Securing a Business Bad Debt Deduction

business bad debt deduction

Is your business having trouble collecting payments from clients or vendors?

Years after the onset of the pandemic, some operations continue to feel the impact on business activity. It may be a small solace, but at least you might be able to salvage a bad debt deduction on your tax return.

Caution: This tax treatment isn’t automatic.

Essentially, you must be able to show that the debt is worthless. That means you may have to ramp up your collection efforts. Fortunately, that could help your cash flow. If, however, it turns out that the debts are uncollectible, you may be able to secure a deduction. If you hope to take the deduction on your 2023 tax return, you’ll have to get busy.
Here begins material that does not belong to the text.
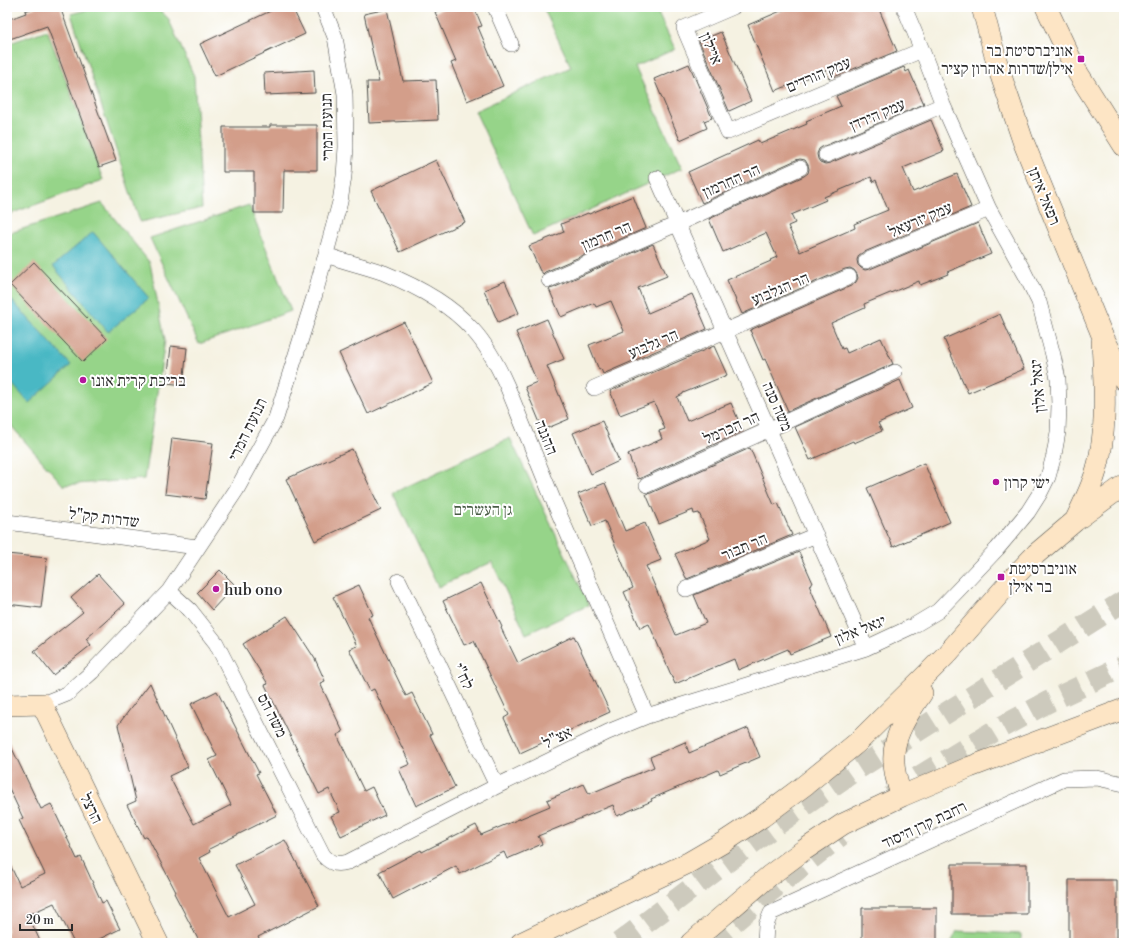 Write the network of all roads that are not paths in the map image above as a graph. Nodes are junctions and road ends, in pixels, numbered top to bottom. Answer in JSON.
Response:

First, a cash-basis taxpayer may claim a business bad debt only if the amount that’s owed was previously included in gross income. Second, as explained, a business must establish that the debt is legitimate and can’t be recovered from the debtor. To this end, you must make a “reasonable” effort to collect the amount that’s due.

This doesn’t necessarily mean you have to file a lawsuit against the debtor. But you can’t just make a single phone call either. Give it your best shot.

Often, the specific charge-off method (also called the direct write-off method) is used for writing off bad debts. In this case, you can deduct business bad debts that become either partially or totally worthless during the year.

Partially and Totally Worthless Debts

For tax purposes, partially and totally worthless are defined as follows:

  • Partially worthless. The deduction is limited to the amount charged on your books. You don’t have to charge off and deduct your partially worthless debts annually, so you can postpone this to a later year. However, you can’t deduct any part of a debt after the year it becomes totally worthless.
  • Totally worthless. If a debt becomes totally worthless in the current tax year, you can deduct the entire amount (less any amount deducted in an earlier tax year when the debt was partially worthless).

Note that you don’t have to make an actual charge-off on your books to claim a bad debt deduction for a totally worthless debt. But if you don’t record a charge-off and the IRS later rules the debt is only partially worthless, you won’t be allowed a deduction for the debt in that tax year. Reason: A deduction of a partially worthless bad debt is limited to the amount actually charged off.

If you haven’t started your collection efforts yet, time is short if you hope to claim a business bad debt deduction for 2023, so spring into action. For instance, you might:

  1. Start collection efforts through phone and email contacts.
  2. If that doesn’t work, you may want to follow up with a series of letters — or even hire a collection agency.